An insight to the internal quality control of blood components separated using the latest whole blood collection and processing systems: Experience from a tertiary care hospital blood transfusion service in Eastern India.

Abstract

Background: With blood component therapy becoming the standard of care in transfusion medicine globally, the quality control (QC) of these components has become a routine and mandatory program in all blood centers. Extensive utilization of blood components has been observed in our multidisciplinary tertiary care hospital. We use quadruple bag systems and automated component extraction facilities for collection and processing of whole blood (WB). In this study, we analyzed our data relating to QC of all blood components which we prepare and issue for transfusion.

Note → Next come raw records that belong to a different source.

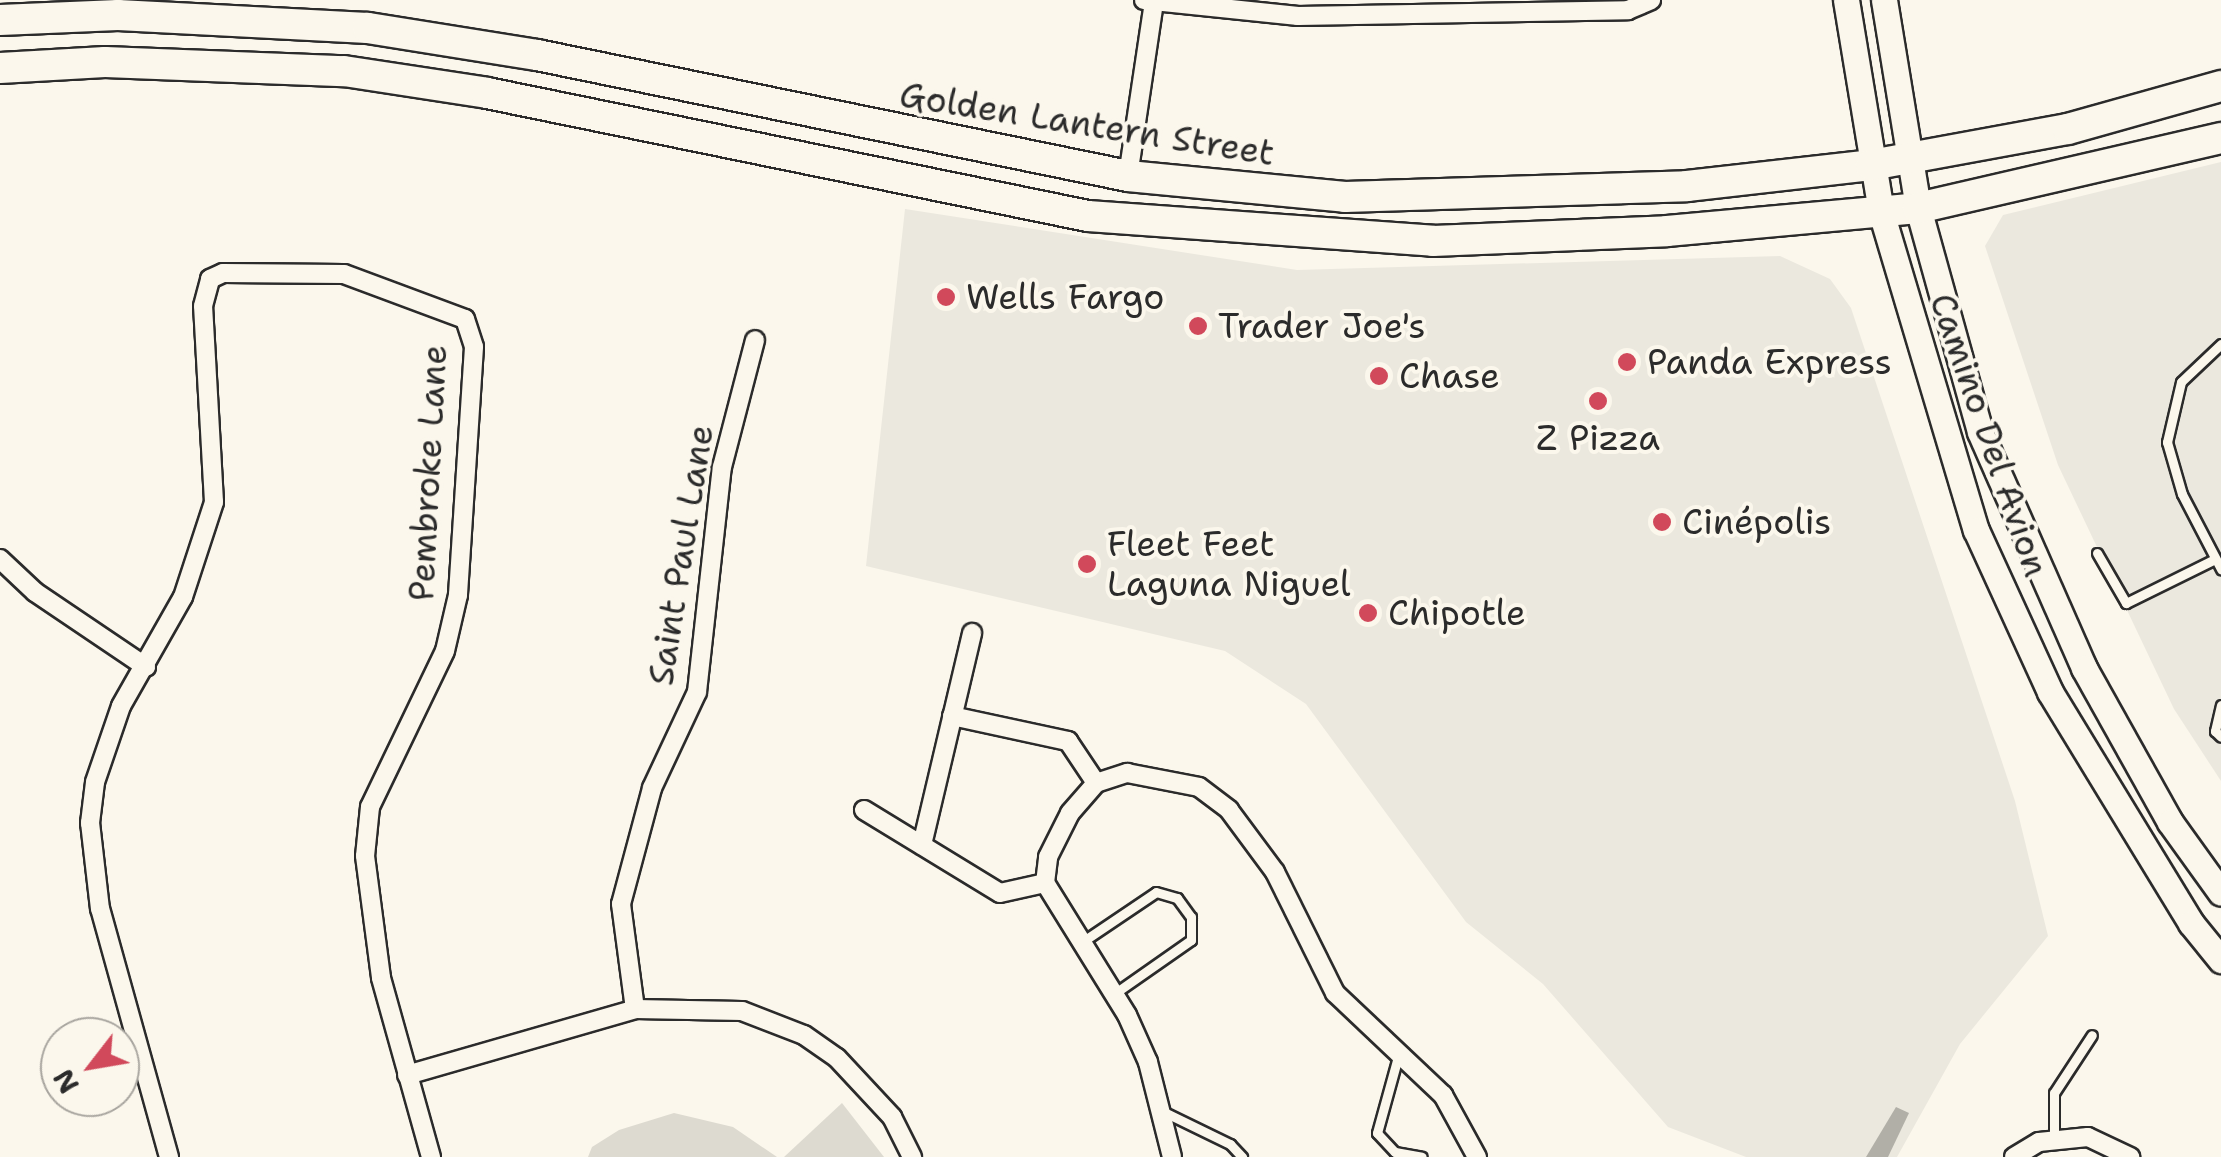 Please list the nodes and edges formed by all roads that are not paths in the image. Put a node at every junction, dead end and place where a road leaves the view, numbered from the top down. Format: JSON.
{"nodes":[{"id":1,"x":1651,"y":0,"type":"edge"},
{"id":2,"x":1846,"y":0,"type":"edge"},
{"id":3,"x":1884,"y":0,"type":"edge"},
{"id":4,"x":1149,"y":1,"type":"edge"},
{"id":5,"x":0,"y":20,"type":"edge"},
{"id":6,"x":0,"y":68,"type":"edge"},
{"id":7,"x":2221,"y":86,"type":"edge"},
{"id":8,"x":2221,"y":138,"type":"edge"},
{"id":9,"x":1908,"y":160,"type":"junction"},
{"id":10,"x":1871,"y":165,"type":"junction"},
{"id":11,"x":1128,"y":176,"type":"junction"},
{"id":12,"x":1918,"y":208,"type":"junction"},
{"id":13,"x":1881,"y":212,"type":"junction"},
{"id":14,"x":755,"y":340,"type":"dead end"},
{"id":15,"x":2221,"y":344,"type":"edge"},
{"id":16,"x":2096,"y":554,"type":"dead end"},
{"id":17,"x":2216,"y":558,"type":"junction"},
{"id":18,"x":0,"y":559,"type":"edge"},
{"id":19,"x":2221,"y":570,"type":"edge"},
{"id":20,"x":972,"y":632,"type":"dead end"},
{"id":21,"x":146,"y":668,"type":"junction"},
{"id":22,"x":2221,"y":706,"type":"edge"},
{"id":23,"x":952,"y":716,"type":"junction"},
{"id":24,"x":2221,"y":737,"type":"edge"},
{"id":25,"x":1096,"y":783,"type":"junction"},
{"id":26,"x":864,"y":810,"type":"dead end"},
{"id":27,"x":922,"y":845,"type":"junction"},
{"id":28,"x":1045,"y":882,"type":"junction"},
{"id":29,"x":2221,"y":893,"type":"edge"},
{"id":30,"x":1080,"y":944,"type":"junction"},
{"id":31,"x":2221,"y":960,"type":"edge"},
{"id":32,"x":1113,"y":994,"type":"junction"},
{"id":33,"x":635,"y":1009,"type":"junction"},
{"id":34,"x":2092,"y":1035,"type":"dead end"},
{"id":35,"x":1400,"y":1053,"type":"junction"},
{"id":36,"x":408,"y":1075,"type":"junction"},
{"id":37,"x":1162,"y":1112,"type":"junction"},
{"id":38,"x":2054,"y":1140,"type":"junction"},
{"id":39,"x":169,"y":1157,"type":"edge"},
{"id":40,"x":431,"y":1157,"type":"edge"},
{"id":41,"x":912,"y":1157,"type":"edge"},
{"id":42,"x":1172,"y":1157,"type":"edge"},
{"id":43,"x":1242,"y":1157,"type":"edge"},
{"id":44,"x":1422,"y":1157,"type":"edge"},
{"id":45,"x":1477,"y":1157,"type":"edge"},
{"id":46,"x":2014,"y":1157,"type":"edge"},
{"id":47,"x":2130,"y":1157,"type":"edge"}],
"edges":[{"from":1,"to":4,"type":"street"},
{"from":2,"to":10,"type":"main road","name":"Camino Del Avion"},
{"from":3,"to":9,"type":"main road","name":"Camino Del Avion"},
{"from":4,"to":11,"type":"street"},
{"from":5,"to":11,"type":"main road","name":"Golden Lantern Street"},
{"from":6,"to":13,"type":"main road"},
{"from":7,"to":9,"type":"main road","name":"Golden Lantern Street"},
{"from":8,"to":12,"type":"main road"},
{"from":9,"to":10,"type":"main road","name":"Golden Lantern Street"},
{"from":9,"to":12,"type":"main road","name":"Camino Del Avion"},
{"from":10,"to":11,"type":"main road","name":"Golden Lantern Street"},
{"from":10,"to":13,"type":"main road","name":"Camino Del Avion"},
{"from":12,"to":13,"type":"main road"},
{"from":12,"to":29,"type":"main road","name":"Camino Del Avion"},
{"from":13,"to":31,"type":"main road","name":"Camino Del Avion"},
{"from":14,"to":33,"type":"street","name":"Saint Paul Lane"},
{"from":15,"to":17,"type":"lane"},
{"from":16,"to":17,"type":"lane"},
{"from":17,"to":19,"type":"lane"},
{"from":18,"to":21,"type":"street"},
{"from":20,"to":23,"type":"street"},
{"from":21,"to":36,"type":"street","name":"Pembroke Lane"},
{"from":21,"to":39,"type":"street"},
{"from":22,"to":24,"type":"lane"},
{"from":23,"to":25,"type":"street"},
{"from":23,"to":27,"type":"street"},
{"from":25,"to":28,"type":"street"},
{"from":25,"to":35,"type":"street"},
{"from":26,"to":27,"type":"street"},
{"from":27,"to":28,"type":"street"},
{"from":28,"to":30,"type":"street"},
{"from":30,"to":32,"type":"street"},
{"from":30,"to":32,"type":"lane"},
{"from":32,"to":37,"type":"street"},
{"from":33,"to":36,"type":"street"},
{"from":33,"to":41,"type":"street"},
{"from":34,"to":38,"type":"lane"},
{"from":35,"to":44,"type":"lane"},
{"from":35,"to":45,"type":"street"},
{"from":36,"to":40,"type":"street","name":"Pembroke Lane"},
{"from":37,"to":42,"type":"street"},
{"from":37,"to":43,"type":"lane"},
{"from":38,"to":46,"type":"street"},
{"from":38,"to":47,"type":"street"}]}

Materials and methods: The retrospective 5-year study comprised 47,430 WB collections which were separated into blood components using quadruple bags and automated component extraction machine. A total of 90 units of WB were processed into blood components for the machine calibration and validation. Routine use of the system was started once the calibration and validation results were acceptable. At least 1% of each component prepared was subjected to QC as per departmental standard operating procedures. Statistical analysis was done using the SPSS statistical package.

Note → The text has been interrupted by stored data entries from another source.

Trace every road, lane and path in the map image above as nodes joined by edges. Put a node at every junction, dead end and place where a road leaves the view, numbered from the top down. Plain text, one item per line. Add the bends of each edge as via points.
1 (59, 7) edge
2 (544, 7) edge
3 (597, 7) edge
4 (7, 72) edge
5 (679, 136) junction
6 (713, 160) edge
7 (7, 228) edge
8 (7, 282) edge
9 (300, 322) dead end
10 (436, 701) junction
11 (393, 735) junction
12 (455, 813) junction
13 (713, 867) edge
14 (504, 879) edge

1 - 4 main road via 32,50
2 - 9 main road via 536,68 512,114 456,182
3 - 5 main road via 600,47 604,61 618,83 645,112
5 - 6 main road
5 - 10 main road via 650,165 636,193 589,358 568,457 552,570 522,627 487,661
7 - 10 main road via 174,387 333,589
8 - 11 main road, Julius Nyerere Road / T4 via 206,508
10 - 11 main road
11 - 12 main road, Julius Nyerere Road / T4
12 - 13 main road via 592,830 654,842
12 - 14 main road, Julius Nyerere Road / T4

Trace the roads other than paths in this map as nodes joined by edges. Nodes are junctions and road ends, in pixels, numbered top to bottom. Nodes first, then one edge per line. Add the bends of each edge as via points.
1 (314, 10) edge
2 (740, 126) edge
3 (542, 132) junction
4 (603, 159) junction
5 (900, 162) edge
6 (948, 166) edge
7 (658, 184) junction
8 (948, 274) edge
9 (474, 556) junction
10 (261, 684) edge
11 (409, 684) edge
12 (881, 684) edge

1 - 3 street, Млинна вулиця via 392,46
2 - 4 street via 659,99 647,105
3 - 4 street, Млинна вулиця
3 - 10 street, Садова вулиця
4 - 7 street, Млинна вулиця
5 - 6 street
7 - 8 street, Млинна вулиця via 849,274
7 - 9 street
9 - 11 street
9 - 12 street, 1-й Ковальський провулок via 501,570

Results: The mean volume, hematocrit (Hct), platelet (PLT), and white blood cell (WBC) in 350 and 450 mL WB units were 394.63 mL, 39.43%, 0.93 × 10¹¹, and 3.12 × 10⁹ and 507.75 mL, 40.72%, 1.13 × 10¹¹, and 3.45 × 10⁹, respectively, with mean recovery of PLT and WBC in buffy coat being 95.54% and 68.63% and 97.87% and 74.51%, respectively. As high as 89.91% RBC recovery was noted in the packed red blood cell units which were subjected to QC. QC of random donor platelets was performed in 979 (2.36%) units with acceptable results. The mean fibrinogen and FVIII values were estimated to be 469.17 mg and 217.34 IU (1.07 IU/mL) and 600.21 mg and 273.39 IU (1.11 IU/mL) in fresh frozen plasma units prepared from 350 and 450 mL WB, respectively. A total of 578 (1.62%) units of cryoprecipitate were investigated for QC with favorable results.

Conclusion: We conclude that QC data generated in this study will provide invaluable information about the performance of the latest blood collection systems. QC of all blood components under study complied with both national and international standards. We opine that all blood centers should establish a complete QC program and adhere to departmental protocols and manufacturer's instructions for its execution and effective outcome.